Pseudomembranous colitis. Endoscopic en face view of colon wall demonstrating several pseudomembranes (arrows). (Courtesy of Jonathan Leighton, MD, Division of Gastroenterology, Mayo Clinic Scottsdale, Scottsdale, Ariz.)
Categories, causes, and relative frequencies of antibiotic-associated diarrheas. (Reprinted from LaHatte et al4 with permission from WB Saunders Co.)
Rate of Clostridium difficile acquisition as a function of hospital stay in weeks. Only 3 (1%) of 323 patients whose hospital stays were less than 1 week acquired C difficile, whereas 10 (50%) of 20 patients hospitalized for more than 4 weeks had positive stool cultures. (Data from Clabots et al.12)
The pathogenesis of C difficile colitis involves initiation of antibiotic therapy, which alters the normal colonic flora. Note that colonization may occur before the initiation of antibiotic therapy. The patient either develops asymptomatic colonization or expresses C difficile–associated diarrhea (CDAD) and/or colitis. (Modified from Kelly and LaMont8 with permission from the Annual Review of Medicine.)
Acute toxic megacolon in a patient with fulminant pseudomembranous colitis. Note the thickened and edematous bowel wall (arrow).
Tissue culture assay for Clostridium difficile toxin. A, Normal primary human amnion cells; B, typical actinomorphic changes after application of stool containing C difficile toxin; and C, the tissue-cultured cells with the same specimen after neutralization with Clostridium sordellii antitoxin. (Reprinted from Bartlett1 with permission from WB Saunders Co.)

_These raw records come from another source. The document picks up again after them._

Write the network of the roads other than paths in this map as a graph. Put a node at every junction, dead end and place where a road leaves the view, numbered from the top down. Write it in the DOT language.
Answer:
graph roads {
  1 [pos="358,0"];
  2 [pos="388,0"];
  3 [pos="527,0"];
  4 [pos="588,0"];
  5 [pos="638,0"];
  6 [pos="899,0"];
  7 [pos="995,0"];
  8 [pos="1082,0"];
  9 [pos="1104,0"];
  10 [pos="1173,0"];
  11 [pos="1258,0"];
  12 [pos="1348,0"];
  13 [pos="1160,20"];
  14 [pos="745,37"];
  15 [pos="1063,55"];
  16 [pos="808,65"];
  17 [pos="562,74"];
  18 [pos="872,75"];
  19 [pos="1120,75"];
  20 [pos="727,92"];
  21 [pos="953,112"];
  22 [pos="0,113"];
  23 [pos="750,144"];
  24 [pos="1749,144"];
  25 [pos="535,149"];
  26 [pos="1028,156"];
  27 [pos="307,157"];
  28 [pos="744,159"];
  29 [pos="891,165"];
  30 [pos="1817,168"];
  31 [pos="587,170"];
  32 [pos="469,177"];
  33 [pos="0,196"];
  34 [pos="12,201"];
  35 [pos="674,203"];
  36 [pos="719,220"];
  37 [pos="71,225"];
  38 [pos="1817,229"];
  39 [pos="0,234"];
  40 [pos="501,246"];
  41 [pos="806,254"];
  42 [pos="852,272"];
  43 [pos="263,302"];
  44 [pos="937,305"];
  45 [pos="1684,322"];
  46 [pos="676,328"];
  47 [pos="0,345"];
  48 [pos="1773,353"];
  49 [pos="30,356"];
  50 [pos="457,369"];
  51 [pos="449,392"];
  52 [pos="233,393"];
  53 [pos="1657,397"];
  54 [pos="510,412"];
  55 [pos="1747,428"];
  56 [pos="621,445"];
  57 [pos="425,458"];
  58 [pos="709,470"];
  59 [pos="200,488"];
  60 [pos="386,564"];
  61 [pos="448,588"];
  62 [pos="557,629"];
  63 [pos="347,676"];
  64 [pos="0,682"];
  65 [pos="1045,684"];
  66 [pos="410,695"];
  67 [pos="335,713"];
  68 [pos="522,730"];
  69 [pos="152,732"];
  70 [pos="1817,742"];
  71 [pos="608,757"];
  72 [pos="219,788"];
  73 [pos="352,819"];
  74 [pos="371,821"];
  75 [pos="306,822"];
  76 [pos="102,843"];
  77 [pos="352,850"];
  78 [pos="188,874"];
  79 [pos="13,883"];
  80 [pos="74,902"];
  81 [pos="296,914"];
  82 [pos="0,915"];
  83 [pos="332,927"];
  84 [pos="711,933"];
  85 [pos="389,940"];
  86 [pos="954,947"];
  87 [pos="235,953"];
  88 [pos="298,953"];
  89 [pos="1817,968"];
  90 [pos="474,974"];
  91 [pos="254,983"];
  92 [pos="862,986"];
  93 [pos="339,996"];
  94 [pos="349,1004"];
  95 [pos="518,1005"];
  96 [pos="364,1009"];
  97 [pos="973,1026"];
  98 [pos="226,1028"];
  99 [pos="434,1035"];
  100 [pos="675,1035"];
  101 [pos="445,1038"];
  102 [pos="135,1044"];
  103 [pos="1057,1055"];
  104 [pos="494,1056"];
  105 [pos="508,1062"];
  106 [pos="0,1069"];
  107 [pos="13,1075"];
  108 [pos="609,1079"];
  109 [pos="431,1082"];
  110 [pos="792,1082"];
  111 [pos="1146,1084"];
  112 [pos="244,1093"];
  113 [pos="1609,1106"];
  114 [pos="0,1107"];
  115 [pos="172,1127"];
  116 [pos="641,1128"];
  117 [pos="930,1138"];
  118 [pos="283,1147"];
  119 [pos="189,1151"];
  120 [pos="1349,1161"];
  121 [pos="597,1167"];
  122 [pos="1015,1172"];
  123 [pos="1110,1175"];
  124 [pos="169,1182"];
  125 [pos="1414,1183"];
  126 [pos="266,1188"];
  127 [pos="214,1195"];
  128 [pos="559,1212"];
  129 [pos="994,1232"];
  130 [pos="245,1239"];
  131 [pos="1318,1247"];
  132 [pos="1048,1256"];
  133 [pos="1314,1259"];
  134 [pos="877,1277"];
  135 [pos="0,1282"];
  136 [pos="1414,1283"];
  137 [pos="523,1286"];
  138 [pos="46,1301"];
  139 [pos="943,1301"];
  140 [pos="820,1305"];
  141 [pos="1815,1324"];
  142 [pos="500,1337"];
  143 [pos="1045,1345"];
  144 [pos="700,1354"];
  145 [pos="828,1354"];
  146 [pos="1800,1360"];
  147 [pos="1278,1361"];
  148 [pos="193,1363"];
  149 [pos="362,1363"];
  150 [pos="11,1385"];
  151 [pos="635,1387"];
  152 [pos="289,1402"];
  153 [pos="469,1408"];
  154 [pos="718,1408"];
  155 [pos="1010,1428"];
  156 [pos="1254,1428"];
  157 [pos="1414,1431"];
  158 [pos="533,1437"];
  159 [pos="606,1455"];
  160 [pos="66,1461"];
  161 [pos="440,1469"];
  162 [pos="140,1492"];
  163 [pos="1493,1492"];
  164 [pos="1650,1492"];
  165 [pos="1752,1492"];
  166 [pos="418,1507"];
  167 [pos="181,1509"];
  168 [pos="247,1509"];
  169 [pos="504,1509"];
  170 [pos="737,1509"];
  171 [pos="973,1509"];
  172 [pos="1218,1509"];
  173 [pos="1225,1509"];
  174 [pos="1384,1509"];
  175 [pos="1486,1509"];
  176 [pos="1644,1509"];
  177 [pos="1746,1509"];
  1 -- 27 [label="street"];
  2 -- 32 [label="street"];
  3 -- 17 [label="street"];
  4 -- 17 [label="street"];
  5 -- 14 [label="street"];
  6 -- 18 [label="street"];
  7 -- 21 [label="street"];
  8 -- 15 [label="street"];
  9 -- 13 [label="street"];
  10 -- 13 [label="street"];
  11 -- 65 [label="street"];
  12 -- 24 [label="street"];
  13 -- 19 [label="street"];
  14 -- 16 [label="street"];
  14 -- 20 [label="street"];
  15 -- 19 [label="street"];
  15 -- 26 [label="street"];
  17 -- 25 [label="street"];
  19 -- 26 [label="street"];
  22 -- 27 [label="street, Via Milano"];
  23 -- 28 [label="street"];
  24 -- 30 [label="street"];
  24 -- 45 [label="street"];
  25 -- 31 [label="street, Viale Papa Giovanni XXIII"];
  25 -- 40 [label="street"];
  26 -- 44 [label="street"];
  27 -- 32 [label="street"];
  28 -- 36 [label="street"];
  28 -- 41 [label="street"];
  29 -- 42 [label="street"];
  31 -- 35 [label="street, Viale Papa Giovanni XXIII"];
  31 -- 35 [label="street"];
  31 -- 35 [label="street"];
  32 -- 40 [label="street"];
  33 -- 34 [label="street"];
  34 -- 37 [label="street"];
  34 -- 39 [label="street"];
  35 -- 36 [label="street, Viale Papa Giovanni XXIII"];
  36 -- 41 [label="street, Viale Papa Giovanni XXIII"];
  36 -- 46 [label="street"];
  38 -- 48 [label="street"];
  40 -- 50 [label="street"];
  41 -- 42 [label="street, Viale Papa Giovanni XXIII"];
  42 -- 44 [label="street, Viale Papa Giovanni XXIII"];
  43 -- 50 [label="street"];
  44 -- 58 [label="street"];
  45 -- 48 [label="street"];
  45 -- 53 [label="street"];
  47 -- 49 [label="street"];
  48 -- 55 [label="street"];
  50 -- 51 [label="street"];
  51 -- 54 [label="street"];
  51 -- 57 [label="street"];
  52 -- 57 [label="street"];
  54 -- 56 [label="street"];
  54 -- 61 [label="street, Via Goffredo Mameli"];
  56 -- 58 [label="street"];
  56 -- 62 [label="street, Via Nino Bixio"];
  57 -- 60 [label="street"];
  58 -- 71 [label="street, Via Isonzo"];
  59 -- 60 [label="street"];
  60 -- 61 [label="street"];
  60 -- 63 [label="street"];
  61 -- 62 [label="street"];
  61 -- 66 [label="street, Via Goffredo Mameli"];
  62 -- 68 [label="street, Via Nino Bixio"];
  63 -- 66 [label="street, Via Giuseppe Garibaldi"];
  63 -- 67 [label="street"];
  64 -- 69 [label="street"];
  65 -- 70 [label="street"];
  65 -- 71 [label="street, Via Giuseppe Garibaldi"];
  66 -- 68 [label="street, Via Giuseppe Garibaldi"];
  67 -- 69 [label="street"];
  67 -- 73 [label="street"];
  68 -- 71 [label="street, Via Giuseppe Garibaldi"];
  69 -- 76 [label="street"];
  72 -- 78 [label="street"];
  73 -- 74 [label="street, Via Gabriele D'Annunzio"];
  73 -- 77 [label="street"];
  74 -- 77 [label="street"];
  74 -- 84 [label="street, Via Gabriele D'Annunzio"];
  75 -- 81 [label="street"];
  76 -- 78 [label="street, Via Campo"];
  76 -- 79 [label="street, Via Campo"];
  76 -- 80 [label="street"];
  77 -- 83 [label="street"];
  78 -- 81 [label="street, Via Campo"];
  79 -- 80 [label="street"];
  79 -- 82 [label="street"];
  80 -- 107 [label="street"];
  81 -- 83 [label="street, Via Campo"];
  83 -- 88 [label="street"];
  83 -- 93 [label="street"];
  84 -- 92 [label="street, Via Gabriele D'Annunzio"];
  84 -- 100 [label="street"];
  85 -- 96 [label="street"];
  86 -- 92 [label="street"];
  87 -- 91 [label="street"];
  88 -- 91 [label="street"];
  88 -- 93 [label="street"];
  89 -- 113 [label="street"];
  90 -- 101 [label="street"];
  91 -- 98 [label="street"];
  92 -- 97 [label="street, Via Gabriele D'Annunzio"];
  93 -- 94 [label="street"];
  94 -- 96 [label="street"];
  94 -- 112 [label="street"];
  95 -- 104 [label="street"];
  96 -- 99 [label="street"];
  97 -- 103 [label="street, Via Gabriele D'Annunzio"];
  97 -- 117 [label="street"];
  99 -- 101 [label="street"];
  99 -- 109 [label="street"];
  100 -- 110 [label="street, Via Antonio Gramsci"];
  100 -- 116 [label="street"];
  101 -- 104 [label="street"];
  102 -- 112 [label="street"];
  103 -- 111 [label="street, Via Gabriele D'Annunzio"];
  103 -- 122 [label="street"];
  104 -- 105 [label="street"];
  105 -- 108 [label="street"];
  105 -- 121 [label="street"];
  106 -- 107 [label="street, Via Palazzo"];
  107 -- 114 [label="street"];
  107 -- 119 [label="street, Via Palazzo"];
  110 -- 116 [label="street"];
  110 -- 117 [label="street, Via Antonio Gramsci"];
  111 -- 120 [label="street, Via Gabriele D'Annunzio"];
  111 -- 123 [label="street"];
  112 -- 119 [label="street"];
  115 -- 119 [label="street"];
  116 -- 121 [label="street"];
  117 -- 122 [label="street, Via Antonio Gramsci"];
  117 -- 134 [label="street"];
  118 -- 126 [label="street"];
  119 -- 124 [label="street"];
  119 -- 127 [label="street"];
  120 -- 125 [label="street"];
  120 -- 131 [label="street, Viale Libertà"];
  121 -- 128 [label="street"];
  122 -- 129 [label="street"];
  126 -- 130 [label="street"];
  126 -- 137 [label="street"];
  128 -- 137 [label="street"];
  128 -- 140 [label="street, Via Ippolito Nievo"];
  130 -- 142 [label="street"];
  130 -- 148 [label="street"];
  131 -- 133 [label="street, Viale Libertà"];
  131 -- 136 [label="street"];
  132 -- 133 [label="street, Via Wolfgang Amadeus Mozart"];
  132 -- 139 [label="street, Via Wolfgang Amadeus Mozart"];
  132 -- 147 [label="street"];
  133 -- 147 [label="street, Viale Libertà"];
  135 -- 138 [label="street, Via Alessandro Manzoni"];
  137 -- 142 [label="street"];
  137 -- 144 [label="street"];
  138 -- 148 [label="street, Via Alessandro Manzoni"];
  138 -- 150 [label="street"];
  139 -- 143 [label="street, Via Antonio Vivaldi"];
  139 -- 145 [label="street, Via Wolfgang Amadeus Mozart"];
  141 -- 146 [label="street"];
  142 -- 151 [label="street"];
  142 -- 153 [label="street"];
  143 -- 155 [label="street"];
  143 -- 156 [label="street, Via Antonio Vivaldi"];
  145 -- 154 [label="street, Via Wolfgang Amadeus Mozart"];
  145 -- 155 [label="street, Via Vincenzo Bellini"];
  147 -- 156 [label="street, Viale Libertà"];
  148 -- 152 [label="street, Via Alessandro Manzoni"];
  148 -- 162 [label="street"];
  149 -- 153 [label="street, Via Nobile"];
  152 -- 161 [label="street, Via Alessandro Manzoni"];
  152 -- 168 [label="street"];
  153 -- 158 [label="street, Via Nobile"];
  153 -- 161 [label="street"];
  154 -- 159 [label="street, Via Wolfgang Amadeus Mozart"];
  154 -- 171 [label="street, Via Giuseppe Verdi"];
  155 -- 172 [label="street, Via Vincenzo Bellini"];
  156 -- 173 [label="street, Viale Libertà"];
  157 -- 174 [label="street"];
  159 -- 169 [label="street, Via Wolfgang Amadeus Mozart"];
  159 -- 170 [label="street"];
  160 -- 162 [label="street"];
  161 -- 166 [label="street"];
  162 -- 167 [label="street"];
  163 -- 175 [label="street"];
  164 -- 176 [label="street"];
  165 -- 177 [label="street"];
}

Hurley BW, Nguyen CC. The Spectrum of Pseudomembranous Enterocolitis and Antibiotic-Associated Diarrhea. Arch Intern Med. 2002;162(19):2177–2184. doi:10.1001/archinte.162.19.2177
Pseudomembranous (entero)colitis is primarily caused by Clostridium difficile infection. The most common predisposing factor is prior use of antibiotics, including vancomycin and metronidazole, which themselves are therapy for C difficile colitis. Other risk factors have also been described. The presence of C difficile in the gastrointestinal tract leads to a spectrum of manifestations from the asymptomatic carrier state to fulminant colitis. Successful treatment of C difficile colitis requires prompt treatment with appropriate antibiotics, withdrawal of the suspected predisposing antibiotics, and, in rare cases, total colectomy. Preventive measures of adequate infection control and judicious use of antibiotics are necessary means in attempting to control the spread of C difficile infection. Attempts at making an effective human vaccine are currently under way.
The first reported case of pseudomembranous enterocolitis (PMC) was reported by J. M. Finney in association with William Osler in 1893. They described a 22-year-old woman who underwent resection of gastric tumors and developed postoperative diarrhea. She died on the 15th postoperative day, and at autopsy, the small bowel revealed diphtheritic membranes.1,2 In the preantibiotic era, PMC was rare. Only about 4 cases were recognized annually at the Mayo Clinic (Rochester, Minn).1,3 It was feared as a catastrophic complication of surgery because the diagnosis was only made at autopsy.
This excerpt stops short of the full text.